• _Task directions_
Your task is to repeat the entries below exactly and to leave their images out.

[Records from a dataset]
<<<<
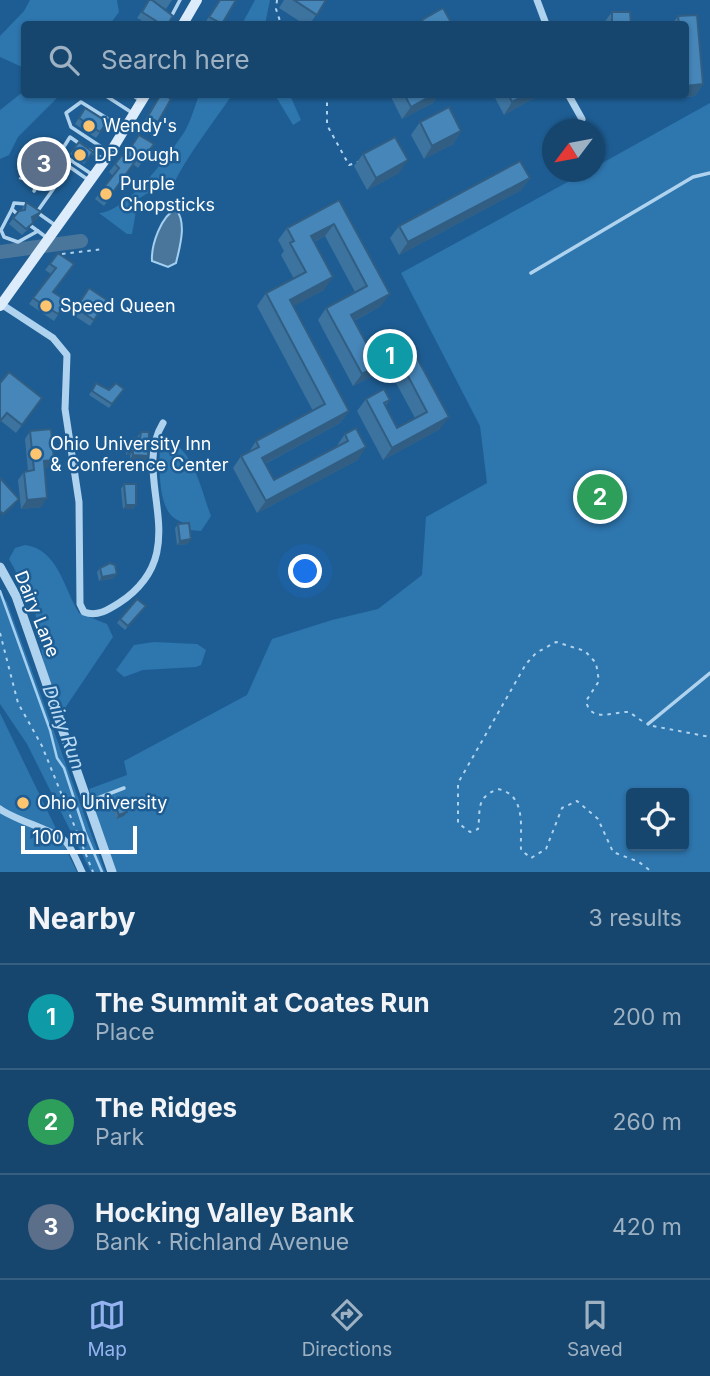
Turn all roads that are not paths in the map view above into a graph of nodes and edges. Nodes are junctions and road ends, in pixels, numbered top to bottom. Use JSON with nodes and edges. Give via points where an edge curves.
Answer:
{"nodes":[{"id":1,"x":180,"y":0,"type":"edge"},
{"id":2,"x":197,"y":0,"type":"edge"},
{"id":3,"x":537,"y":0,"type":"edge"},
{"id":4,"x":161,"y":11,"type":"edge"},
{"id":5,"x":171,"y":17,"type":"junction"},
{"id":6,"x":178,"y":21,"type":"edge"},
{"id":7,"x":185,"y":21,"type":"edge"},
{"id":8,"x":545,"y":21,"type":"edge"},
{"id":9,"x":109,"y":98,"type":"edge"},
{"id":10,"x":144,"y":98,"type":"edge"},
{"id":11,"x":570,"y":98,"type":"edge"},
{"id":12,"x":135,"y":115,"type":"junction"},
{"id":13,"x":582,"y":118,"type":"dead end"},
{"id":14,"x":125,"y":131,"type":"junction"},
{"id":15,"x":42,"y":148,"type":"edge"},
{"id":16,"x":51,"y":154,"type":"edge"},
{"id":17,"x":107,"y":157,"type":"junction"},
{"id":18,"x":70,"y":167,"type":"junction"},
{"id":19,"x":710,"y":173,"type":"edge"},
{"id":20,"x":91,"y":178,"type":"junction"},
{"id":21,"x":41,"y":179,"type":"junction"},
{"id":22,"x":54,"y":188,"type":"junction"},
{"id":23,"x":34,"y":191,"type":"dead end"},
{"id":24,"x":12,"y":209,"type":"junction"},
{"id":25,"x":37,"y":212,"type":"junction"},
{"id":26,"x":16,"y":214,"type":"edge"},
{"id":27,"x":31,"y":226,"type":"edge"},
{"id":28,"x":56,"y":226,"type":"junction"},
{"id":29,"x":38,"y":231,"type":"junction"},
{"id":30,"x":48,"y":238,"type":"junction"},
{"id":31,"x":531,"y":273,"type":"dead end"},
{"id":32,"x":1,"y":305,"type":"edge"},
{"id":33,"x":163,"y":423,"type":"dead end"},
{"id":34,"x":0,"y":567,"type":"edge"},
{"id":35,"x":710,"y":673,"type":"edge"},
{"id":36,"x":648,"y":724,"type":"road end"},
{"id":37,"x":124,"y":788,"type":"dead end"},
{"id":38,"x":88,"y":802,"type":"junction"},
{"id":39,"x":0,"y":809,"type":"edge"},
{"id":40,"x":82,"y":872,"type":"edge"},
{"id":41,"x":112,"y":872,"type":"edge"}],
"edges":[{"from":1,"to":5,"type":"lane"},
{"from":2,"to":7,"type":"main road"},
{"from":3,"to":8,"type":"street"},
{"from":4,"to":5,"type":"lane"},
{"from":5,"to":6,"type":"lane"},
{"from":9,"to":12,"type":"lane"},
{"from":10,"to":12,"type":"main road"},
{"from":11,"to":13,"type":"street"},
{"from":12,"to":14,"type":"main road"},
{"from":14,"to":17,"type":"main road"},
{"from":14,"to":17,"type":"lane","via":[[81,102],[66,113],[71,127]]},
{"from":15,"to":21,"type":"lane","via":[[33,141],[24,158]]},
{"from":16,"to":18,"type":"lane"},
{"from":17,"to":20,"type":"main road"},
{"from":17,"to":20,"type":"lane","via":[[70,137],[60,153]]},
{"from":18,"to":20,"type":"lane"},
{"from":18,"to":22,"type":"lane"},
{"from":19,"to":31,"type":"lane","via":[[693,177]]},
{"from":20,"to":28,"type":"main road"},
{"from":21,"to":22,"type":"lane"},
{"from":21,"to":23,"type":"lane"},
{"from":22,"to":25,"type":"lane"},
{"from":24,"to":25,"type":"lane","via":[[19,202]]},
{"from":24,"to":26,"type":"lane"},
{"from":24,"to":29,"type":"lane","via":[[1,230],[4,237],[18,242]]},
{"from":25,"to":28,"type":"lane"},
{"from":27,"to":29,"type":"lane"},
{"from":28,"to":30,"type":"main road"},
{"from":29,"to":30,"type":"lane"},
{"from":30,"to":32,"type":"main road"},
{"from":32,"to":33,"type":"street","via":[[53,338],[67,355],[65,409],[79,502],[80,604],[84,612],[97,614],[120,602],[152,571],[158,533],[156,446]]},
{"from":34,"to":38,"type":"street","name":"Dairy Lane","via":[[16,596]]},
{"from":35,"to":36,"type":"lane"},
{"from":37,"to":38,"type":"lane"},
{"from":38,"to":41,"type":"street","name":"Dairy Lane"},
{"from":39,"to":40,"type":"street","via":[[61,838]]}]}
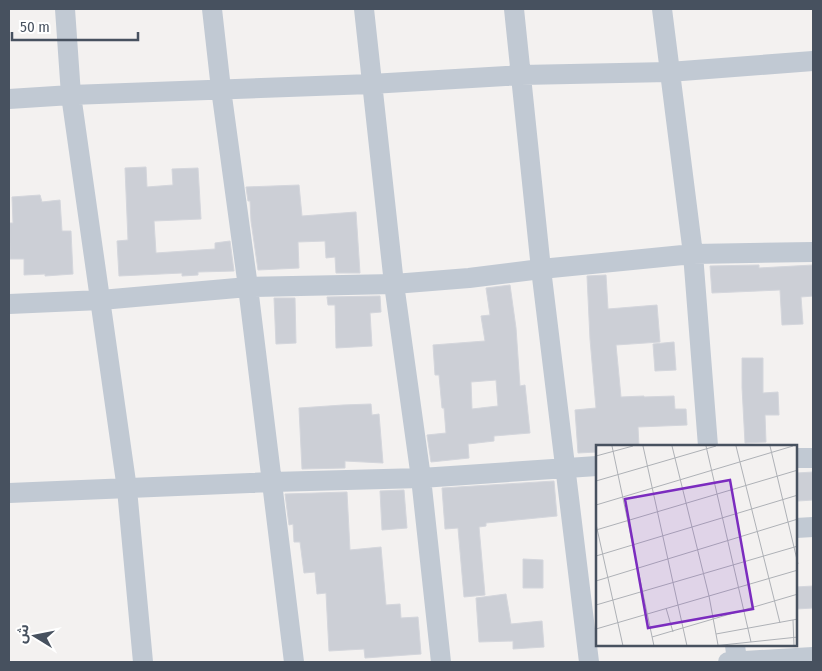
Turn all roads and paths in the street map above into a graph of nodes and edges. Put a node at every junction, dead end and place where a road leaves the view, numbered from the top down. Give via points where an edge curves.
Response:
1 (65, 9) edge
2 (212, 9) edge
3 (364, 9) edge
4 (514, 9) edge
5 (662, 9) edge
6 (813, 61) edge
7 (669, 72) junction
8 (521, 75) junction
9 (371, 84) junction
10 (221, 90) junction
11 (72, 95) junction
12 (9, 100) edge
13 (813, 252) edge
14 (693, 254) junction
15 (541, 269) junction
16 (394, 284) junction
17 (248, 287) junction
18 (101, 300) junction
19 (9, 304) edge
20 (708, 445) edge
21 (797, 458) edge
22 (813, 458) edge
23 (596, 466) edge
24 (564, 468) junction
25 (421, 478) junction
26 (272, 482) junction
27 (127, 488) junction
28 (9, 492) edge
29 (813, 526) edge
30 (797, 528) edge
31 (734, 646) edge
32 (813, 658) edge
33 (143, 662) edge
34 (294, 662) edge
35 (441, 662) edge
36 (589, 662) edge
37 (728, 662) edge
38 (737, 662) edge

1 - 11 street
2 - 10 street
3 - 9 street
4 - 8 street
5 - 7 street
6 - 7 street
7 - 8 street
7 - 14 street
8 - 9 street
8 - 15 street
9 - 10 street
9 - 16 street
10 - 11 street
10 - 17 street
11 - 12 street
11 - 18 street
13 - 14 street
14 - 15 street
14 - 20 street
15 - 16 street
15 - 24 street
16 - 17 street
16 - 25 street
17 - 18 street
17 - 26 street
18 - 19 street
18 - 27 street
21 - 22 street
23 - 24 street
24 - 25 street
24 - 36 street
25 - 26 street
25 - 35 street
26 - 27 street
26 - 34 street
27 - 28 street
27 - 33 street
29 - 30 street
31 - 38 street
32 - 38 street
37 - 38 street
>>>>
• _Finished exercise_
Turn all roads that are not paths in the map view above into a graph of nodes and edges. Nodes are junctions and road ends, in pixels, numbered top to bottom. Use JSON with nodes and edges. Give via points where an edge curves.
Answer:
{"nodes":[{"id":1,"x":180,"y":0,"type":"edge"},
{"id":2,"x":197,"y":0,"type":"edge"},
{"id":3,"x":537,"y":0,"type":"edge"},
{"id":4,"x":161,"y":11,"type":"edge"},
{"id":5,"x":171,"y":17,"type":"junction"},
{"id":6,"x":178,"y":21,"type":"edge"},
{"id":7,"x":185,"y":21,"type":"edge"},
{"id":8,"x":545,"y":21,"type":"edge"},
{"id":9,"x":109,"y":98,"type":"edge"},
{"id":10,"x":144,"y":98,"type":"edge"},
{"id":11,"x":570,"y":98,"type":"edge"},
{"id":12,"x":135,"y":115,"type":"junction"},
{"id":13,"x":582,"y":118,"type":"dead end"},
{"id":14,"x":125,"y":131,"type":"junction"},
{"id":15,"x":42,"y":148,"type":"edge"},
{"id":16,"x":51,"y":154,"type":"edge"},
{"id":17,"x":107,"y":157,"type":"junction"},
{"id":18,"x":70,"y":167,"type":"junction"},
{"id":19,"x":710,"y":173,"type":"edge"},
{"id":20,"x":91,"y":178,"type":"junction"},
{"id":21,"x":41,"y":179,"type":"junction"},
{"id":22,"x":54,"y":188,"type":"junction"},
{"id":23,"x":34,"y":191,"type":"dead end"},
{"id":24,"x":12,"y":209,"type":"junction"},
{"id":25,"x":37,"y":212,"type":"junction"},
{"id":26,"x":16,"y":214,"type":"edge"},
{"id":27,"x":31,"y":226,"type":"edge"},
{"id":28,"x":56,"y":226,"type":"junction"},
{"id":29,"x":38,"y":231,"type":"junction"},
{"id":30,"x":48,"y":238,"type":"junction"},
{"id":31,"x":531,"y":273,"type":"dead end"},
{"id":32,"x":1,"y":305,"type":"edge"},
{"id":33,"x":163,"y":423,"type":"dead end"},
{"id":34,"x":0,"y":567,"type":"edge"},
{"id":35,"x":710,"y":673,"type":"edge"},
{"id":36,"x":648,"y":724,"type":"road end"},
{"id":37,"x":124,"y":788,"type":"dead end"},
{"id":38,"x":88,"y":802,"type":"junction"},
{"id":39,"x":0,"y":809,"type":"edge"},
{"id":40,"x":82,"y":872,"type":"edge"},
{"id":41,"x":112,"y":872,"type":"edge"}],
"edges":[{"from":1,"to":5,"type":"lane"},
{"from":2,"to":7,"type":"main road"},
{"from":3,"to":8,"type":"street"},
{"from":4,"to":5,"type":"lane"},
{"from":5,"to":6,"type":"lane"},
{"from":9,"to":12,"type":"lane"},
{"from":10,"to":12,"type":"main road"},
{"from":11,"to":13,"type":"street"},
{"from":12,"to":14,"type":"main road"},
{"from":14,"to":17,"type":"main road"},
{"from":14,"to":17,"type":"lane","via":[[81,102],[66,113],[71,127]]},
{"from":15,"to":21,"type":"lane","via":[[33,141],[24,158]]},
{"from":16,"to":18,"type":"lane"},
{"from":17,"to":20,"type":"main road"},
{"from":17,"to":20,"type":"lane","via":[[70,137],[60,153]]},
{"from":18,"to":20,"type":"lane"},
{"from":18,"to":22,"type":"lane"},
{"from":19,"to":31,"type":"lane","via":[[693,177]]},
{"from":20,"to":28,"type":"main road"},
{"from":21,"to":22,"type":"lane"},
{"from":21,"to":23,"type":"lane"},
{"from":22,"to":25,"type":"lane"},
{"from":24,"to":25,"type":"lane","via":[[19,202]]},
{"from":24,"to":26,"type":"lane"},
{"from":24,"to":29,"type":"lane","via":[[1,230],[4,237],[18,242]]},
{"from":25,"to":28,"type":"lane"},
{"from":27,"to":29,"type":"lane"},
{"from":28,"to":30,"type":"main road"},
{"from":29,"to":30,"type":"lane"},
{"from":30,"to":32,"type":"main road"},
{"from":32,"to":33,"type":"street","via":[[53,338],[67,355],[65,409],[79,502],[80,604],[84,612],[97,614],[120,602],[152,571],[158,533],[156,446]]},
{"from":34,"to":38,"type":"street","name":"Dairy Lane","via":[[16,596]]},
{"from":35,"to":36,"type":"lane"},
{"from":37,"to":38,"type":"lane"},
{"from":38,"to":41,"type":"street","name":"Dairy Lane"},
{"from":39,"to":40,"type":"street","via":[[61,838]]}]}
Turn all roads and paths in the street map above into a graph of nodes and edges. Put a node at every junction, dead end and place where a road leaves the view, numbered from the top down. Give via points where an edge curves.
Response:
1 (65, 9) edge
2 (212, 9) edge
3 (364, 9) edge
4 (514, 9) edge
5 (662, 9) edge
6 (813, 61) edge
7 (669, 72) junction
8 (521, 75) junction
9 (371, 84) junction
10 (221, 90) junction
11 (72, 95) junction
12 (9, 100) edge
13 (813, 252) edge
14 (693, 254) junction
15 (541, 269) junction
16 (394, 284) junction
17 (248, 287) junction
18 (101, 300) junction
19 (9, 304) edge
20 (708, 445) edge
21 (797, 458) edge
22 (813, 458) edge
23 (596, 466) edge
24 (564, 468) junction
25 (421, 478) junction
26 (272, 482) junction
27 (127, 488) junction
28 (9, 492) edge
29 (813, 526) edge
30 (797, 528) edge
31 (734, 646) edge
32 (813, 658) edge
33 (143, 662) edge
34 (294, 662) edge
35 (441, 662) edge
36 (589, 662) edge
37 (728, 662) edge
38 (737, 662) edge

1 - 11 street
2 - 10 street
3 - 9 street
4 - 8 street
5 - 7 street
6 - 7 street
7 - 8 street
7 - 14 street
8 - 9 street
8 - 15 street
9 - 10 street
9 - 16 street
10 - 11 street
10 - 17 street
11 - 12 street
11 - 18 street
13 - 14 street
14 - 15 street
14 - 20 street
15 - 16 street
15 - 24 street
16 - 17 street
16 - 25 street
17 - 18 street
17 - 26 street
18 - 19 street
18 - 27 street
21 - 22 street
23 - 24 street
24 - 25 street
24 - 36 street
25 - 26 street
25 - 35 street
26 - 27 street
26 - 34 street
27 - 28 street
27 - 33 street
29 - 30 street
31 - 38 street
32 - 38 street
37 - 38 street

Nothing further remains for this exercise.